Nos encontramos en un punto de inflexión en el desarrollo de software. El debate a menudo se centra en si cuál la IA escribe el mejor código (Claude vs. ChatGPT) o dónde dónde debe residir la IA (IDE o CLI). Pero esa no es la pregunta correcta.
El problema no es el generar del código. Es la validación de ello.
Si adoptamos la IA como "Codificadores de Vibraciones" – donde indicamos la intención y la IA realiza la ejecución – creamos un enorme flujo de software nuevo. Un enjambre de agentes de IA puede generar en un minuto más código del que un desarrollador senior puede revisar en una semana. El ser humano se ha convertido en el cuello de botella.
La solución no es más personas. La solución es una Autoridad de Diseño de IA.
Tradicionalmente, la "Autoridad de Diseño" es un pequeño grupo de arquitectos que se reúne una vez a la semana o al mes para aprobar o rechazar un diseño. En un mundo de desarrollo de IA de alta velocidad ese modelo está irremediablemente obsoleto. Es demasiado lento y demasiado reactivo.
Si pasamos al "Código Desechable" (software que no refactorizamos sin cesar, sino que desechamos y regeneramos cuando cambian los requisitos), nuestro rol cambia fundamentalmente. Ya no somos albañiles que colocan piedra por piedra. Somos los arquitectos de la fábrica que imprime las paredes.
¿Pero quién comprueba si esas paredes están rectas?
Una Autoridad de Diseño de IA no es una persona, sino una tubería. Un "Guantelete" por el que cada regla de código generado debe luchar para llegar a producción. Este proceso no reemplaza la revisión de código humana con nada, sino con algo mejores.
Funciona en tres capas:
1. El Poder Ejecutivo (La Generación)
No le pedimos a una IA que dé una solución, les pedimos a tres. Hacemos que Gemini 3, GPT-5 y un modelo de código abierto (como Llama) trabajen en paralelo en el mismo problema.
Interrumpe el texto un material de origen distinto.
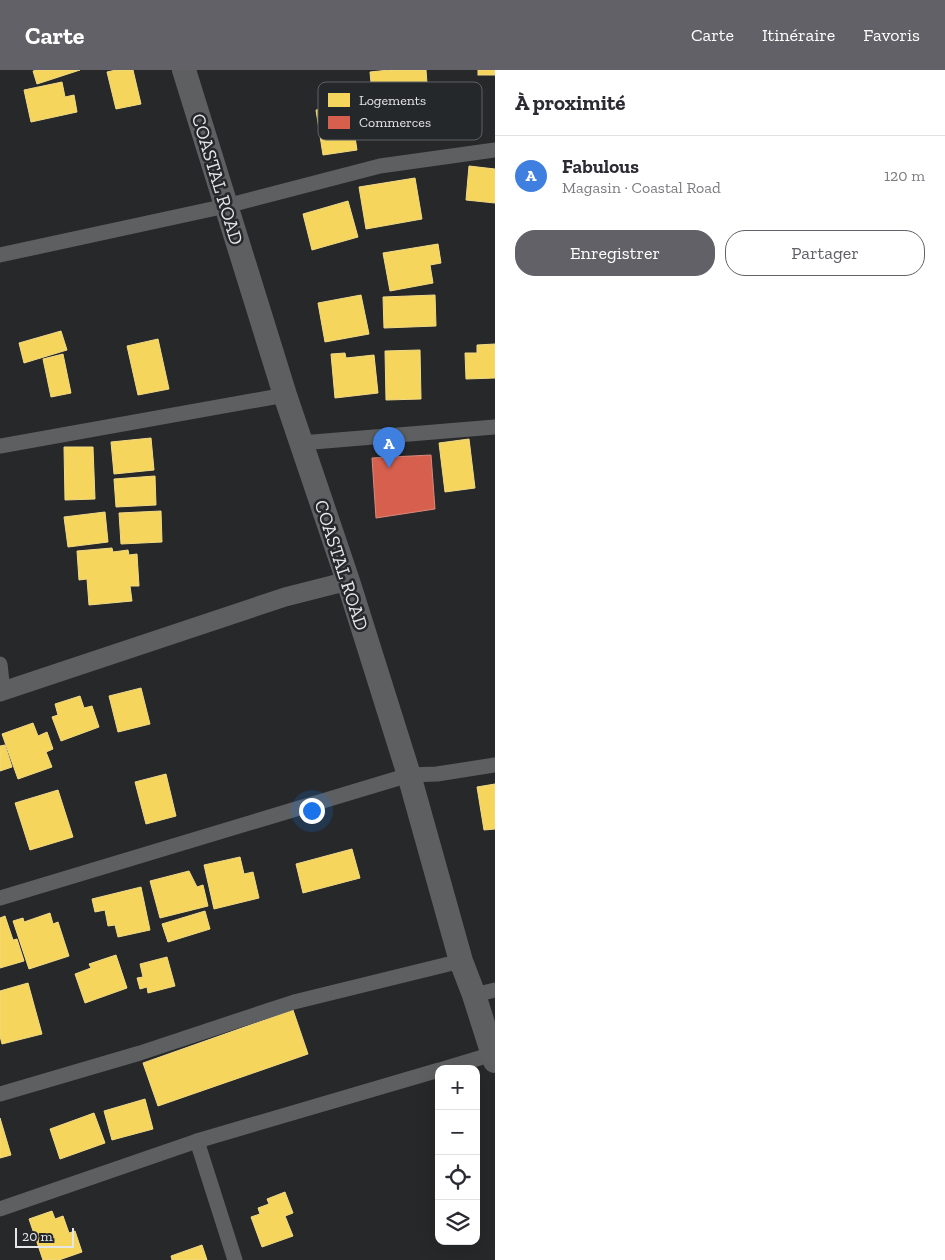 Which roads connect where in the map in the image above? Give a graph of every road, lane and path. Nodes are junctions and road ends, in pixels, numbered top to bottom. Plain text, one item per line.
1 (184, 70) edge
2 (495, 150) edge
3 (226, 206) junction
4 (0, 255) edge
5 (285, 396) junction
6 (495, 427) edge
7 (301, 443) junction
8 (0, 446) edge
9 (348, 581) junction
10 (0, 664) edge
11 (2, 691) edge
12 (495, 765) edge
13 (409, 775) junction
14 (0, 898) edge
15 (461, 961) junction
16 (485, 992) edge
17 (494, 1058) edge
18 (462, 1065) edge
19 (435, 1071) edge
20 (0, 1094) edge
21 (197, 1142) junction
22 (0, 1209) edge
23 (235, 1260) edge

1 - 3 main road, COASTAL ROAD
2 - 3 street
3 - 4 street
3 - 5 main road, COASTAL ROAD
5 - 7 main road, COASTAL ROAD
5 - 8 street
6 - 7 street
7 - 9 main road, COASTAL ROAD
9 - 11 street
9 - 13 main road, COASTAL ROAD
10 - 11 street
12 - 13 street
13 - 14 street
13 - 15 main road, COASTAL ROAD
15 - 16 main road, COASTAL ROAD
15 - 20 street
16 - 17 main road, COASTAL ROAD
17 - 18 street
19 - 21 street
21 - 22 street
21 - 23 street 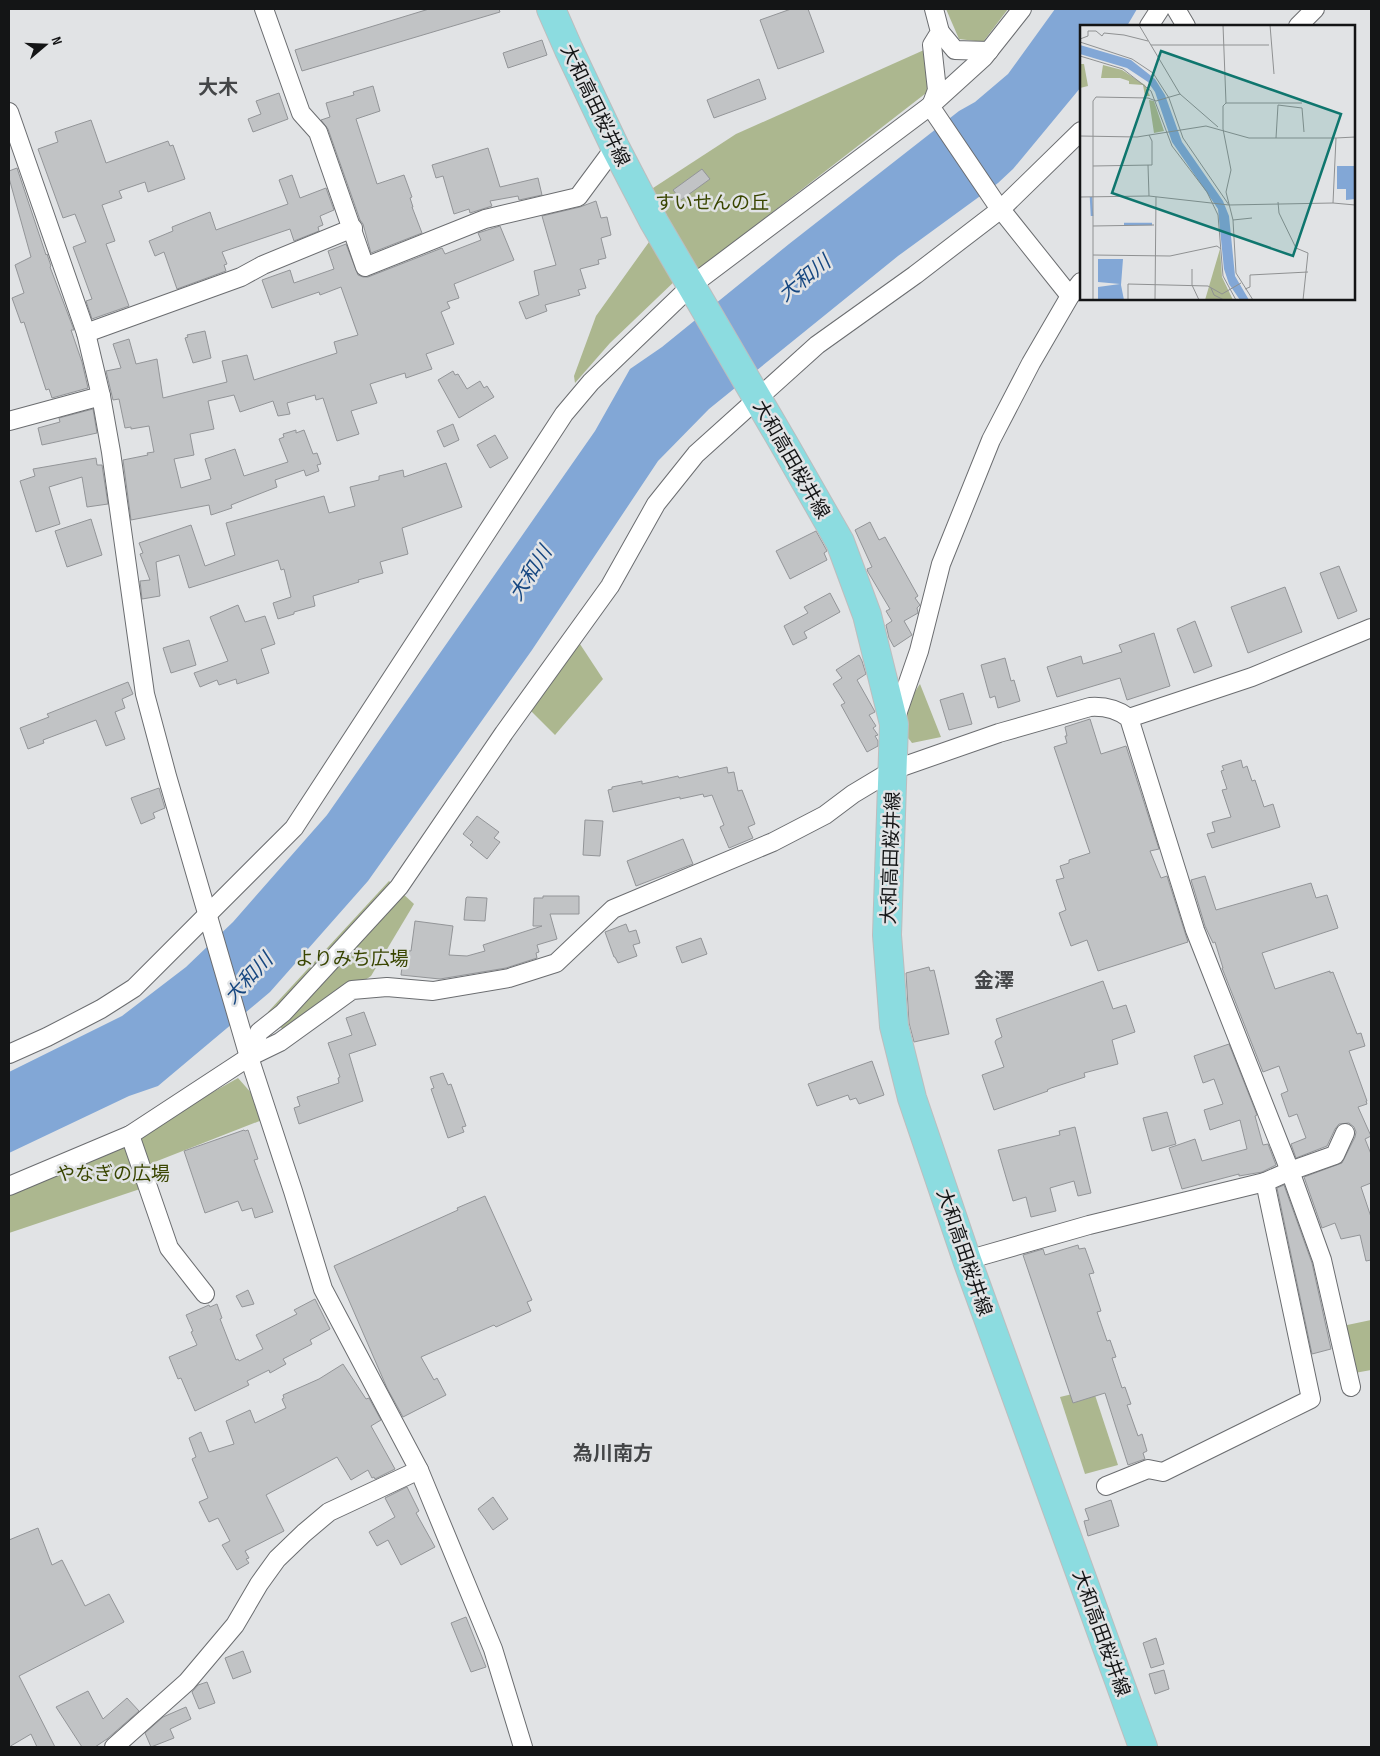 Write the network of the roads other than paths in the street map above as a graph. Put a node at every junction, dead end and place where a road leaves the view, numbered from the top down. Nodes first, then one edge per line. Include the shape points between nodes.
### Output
1 (264, 9) edge
2 (551, 9) edge
3 (934, 9) edge
4 (1022, 9) edge
5 (1160, 9) edge
6 (1176, 9) edge
7 (1315, 9) edge
8 (1150, 25) edge
9 (1185, 25) edge
10 (1299, 25) edge
11 (940, 32) junction
12 (989, 51) junction
13 (932, 110) junction
14 (9, 112) edge
15 (1080, 132) edge
16 (615, 147) junction
17 (998, 206) junction
18 (353, 228) junction
19 (1080, 283) edge
20 (694, 290) junction
21 (1070, 296) junction
22 (86, 333) junction
23 (755, 394) junction
24 (102, 396) junction
25 (9, 421) edge
26 (1371, 628) edge
27 (1129, 718) junction
28 (894, 724) junction
29 (893, 770) junction
30 (209, 917) junction
31 (247, 1049) junction
32 (9, 1054) edge
33 (1345, 1133) dead end
34 (130, 1136) junction
35 (1290, 1171) junction
36 (1265, 1182) junction
37 (9, 1186) edge
38 (968, 1260) junction
39 (205, 1294) dead end
40 (1351, 1387) dead end
41 (420, 1470) junction
42 (1106, 1486) dead end
43 (114, 1747) edge
44 (523, 1747) edge
45 (1143, 1747) edge

1 - 18 street via 301,113 318,132
2 - 16 main road, 大和高田桜井線
3 - 11 street
4 - 12 street
5 - 8 street
6 - 9 street
7 - 10 street
11 - 12 street via 955,50
11 - 13 street via 932,45 937,90
12 - 13 street
13 - 17 street
13 - 20 street
14 - 22 street
15 - 17 street
16 - 18 street via 578,196 485,219 365,267
16 - 20 main road, 大和高田桜井線
17 - 21 street
17 - 23 street via 915,275
18 - 22 street via 241,277
19 - 21 street
20 - 23 main road, 大和高田桜井線
20 - 30 street via 591,382 564,414 294,828
21 - 28 street via 991,440 941,564 920,651
22 - 24 street
23 - 28 main road, 大和高田桜井線 via 840,542 868,615
23 - 31 street via 696,454 656,504 610,586 398,887 284,1012 259,1032
24 - 25 street
24 - 30 street via 145,694
26 - 27 street via 1252,677
27 - 29 street via 1119,711 1090,707 999,733
27 - 35 street via 1195,930
28 - 29 main road, 大和高田桜井線
29 - 31 street via 826,815 773,842 613,909 556,963 509,978 433,991 387,987 352,990 280,1042
29 - 38 main road, 大和高田桜井線 via 887,935 894,1026 912,1098
30 - 31 street
30 - 32 street via 134,988 47,1038
31 - 34 street
31 - 41 street via 323,1289
33 - 35 street via 1335,1155
34 - 37 street
34 - 39 street via 169,1248
35 - 36 street
35 - 40 street via 1322,1260
36 - 38 street via 1089,1224
36 - 42 street via 1311,1399 1163,1472 1148,1469
38 - 45 main road, 大和高田桜井線
41 - 43 street via 329,1512 277,1558 235,1625 187,1682
41 - 44 street via 493,1648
Esto evita la visión de túnel y rompe la "pereza" que a veces sufren los LLM. Este enfoque también es investigado científicamente y demuestra que se puede prevenir la alucinación de la IA y construir cadenas muy largas sin errores
2. El Filtro Duro (La Ley)
Aquí no hay lugar a la discusión. El código debe compilar. Los linters no deben quejarse. Y crucialmente, las Pruebas de Caja Negra pruebas deben pasar. No probamos si la función funciona internamente (eso podría manipular a la IA), probamos si el sistema hace lo que debe hacer desde fuera. ¿Falla la prueba? Directamente a la papelera.
3. El Filtro Suave (El Jurado de IA)
Esta es la verdadera innovación. Las soluciones restantes se presentan a una "IA de Votación" especializada. Este agente no escribe código, sino que lee código. Está entrenado en nuestros principios de arquitectura, requisitos de seguridad (OWASP, ISO) y normas de cumplimiento (Ley de IA de la UE).
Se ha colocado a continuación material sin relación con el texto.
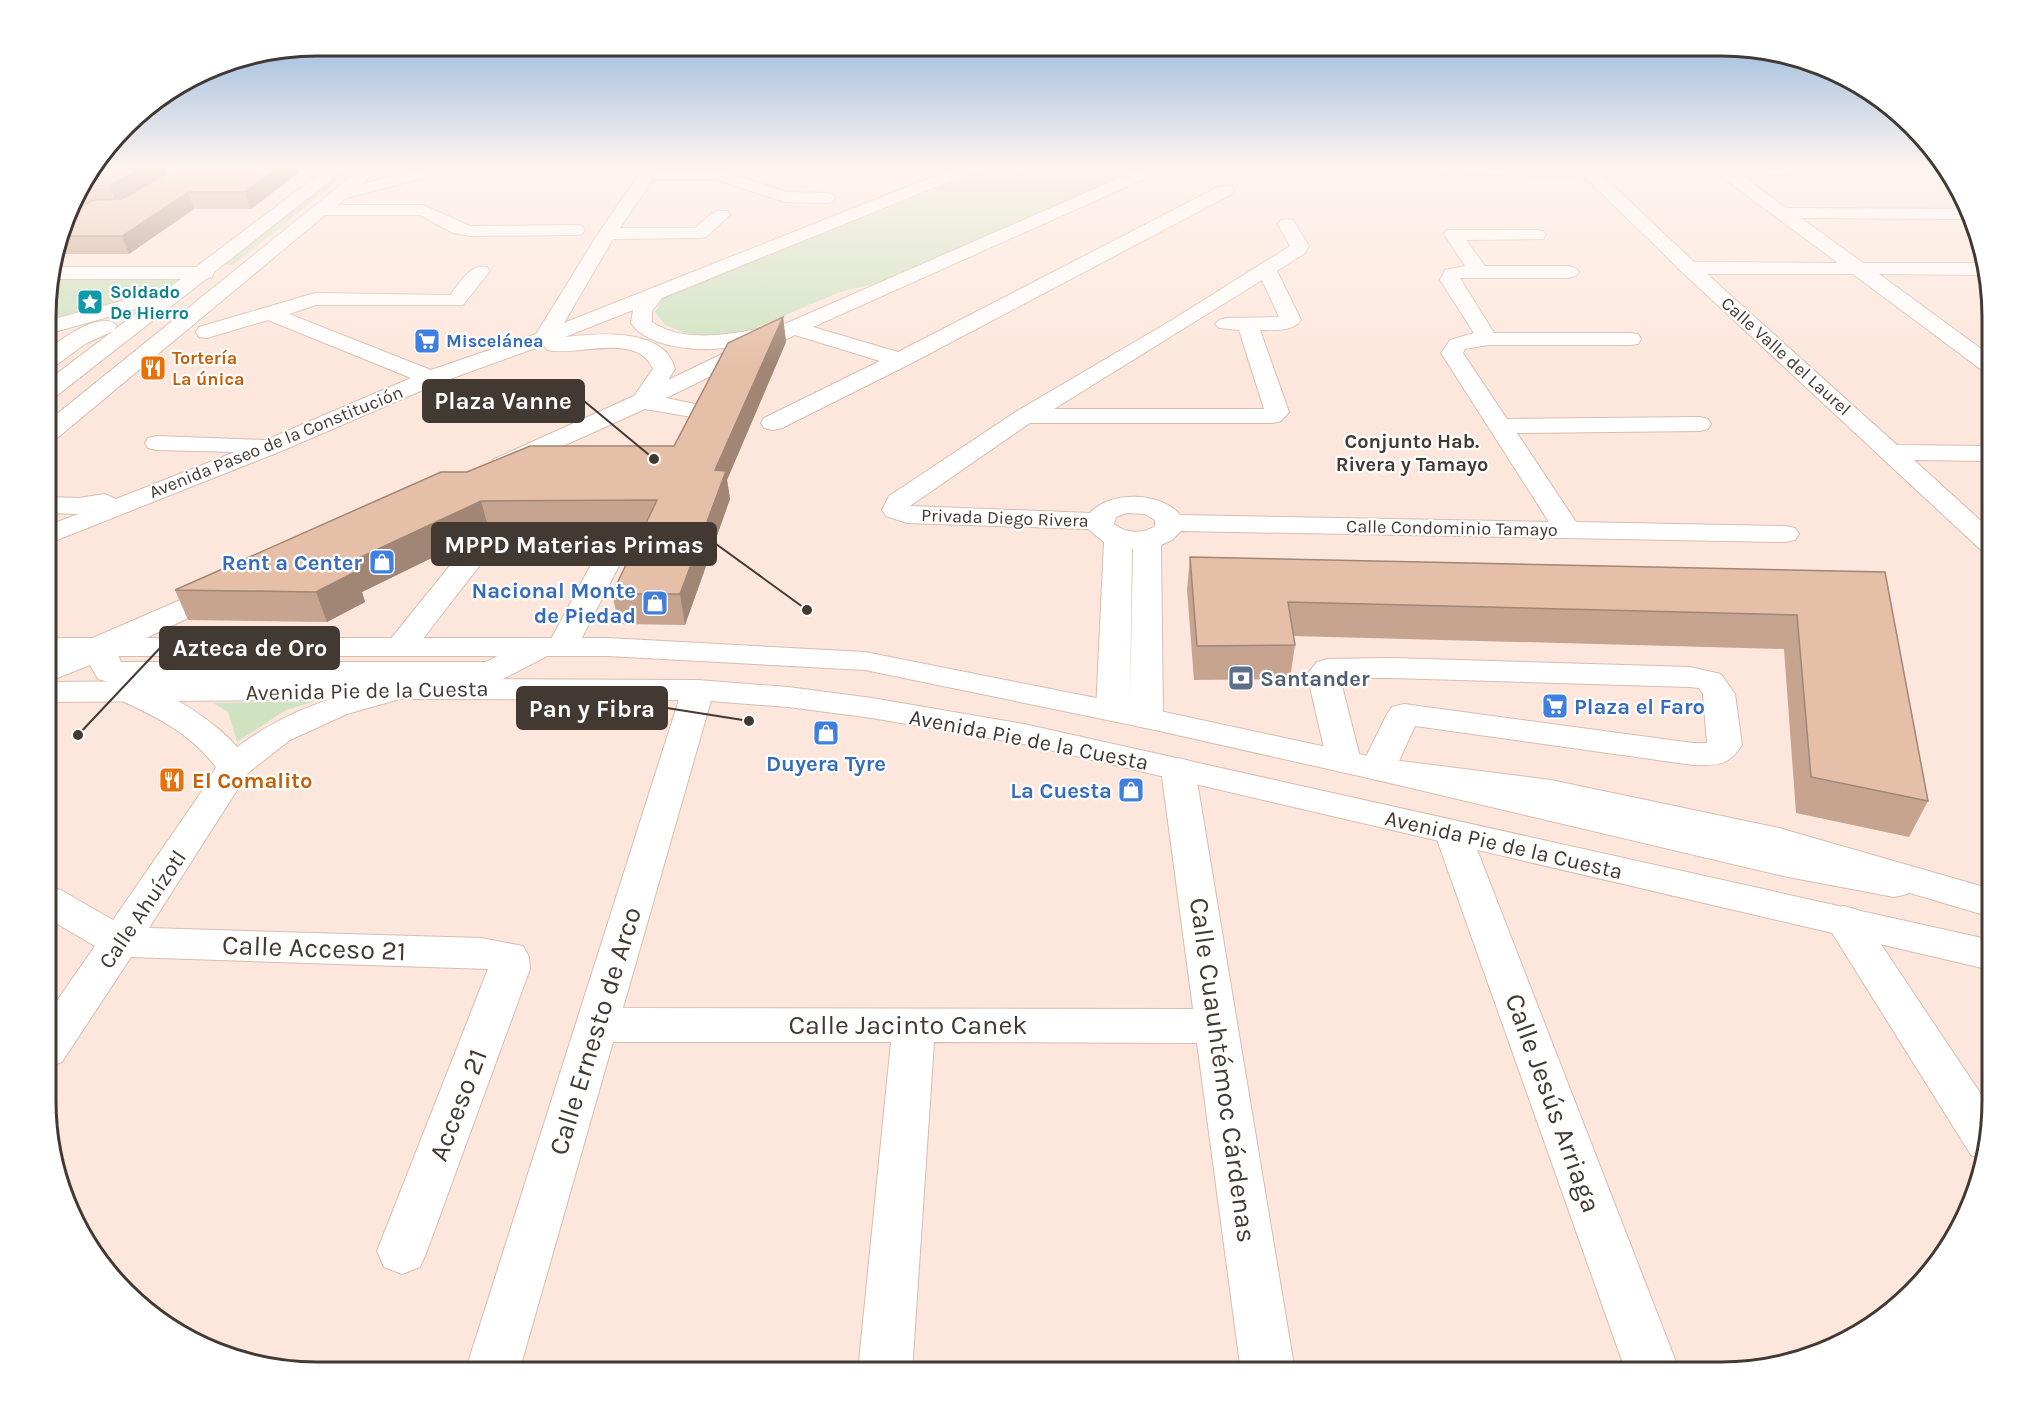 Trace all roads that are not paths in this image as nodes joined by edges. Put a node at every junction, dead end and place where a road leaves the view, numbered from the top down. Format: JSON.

Él razona: “La Solución A es más rápida, pero la Solución B es más segura y sigue mejor nuestra arquitectura de microservicios.”
El ganador pasa a producción.
Este modelo impone una separación de poderes que falta en muchos equipos.
project-description.md, rules.md, skills.md en principles.md), los requisitos estrictos. El arquitecto decide qué lo que construimos, quién lo construye, cómo y por qué.
Nos libera de la tiranía de los errores de sintaxis y nos permite concentrarnos en lo que hacemos bien: Pensamiento sistémico. Búsqueda de la verdad. Estructura y toma de decisiones.
La pregunta no es si la IA puede escribir nuestro código. Ese tema ya está zanjado. El código se convertirá en gran medida en un producto desechable.
La pregunta es: ¿Te atreves a ceder el control sobre el código dejar ir, para así recuperar el control sobre el calidad ¿recuperar?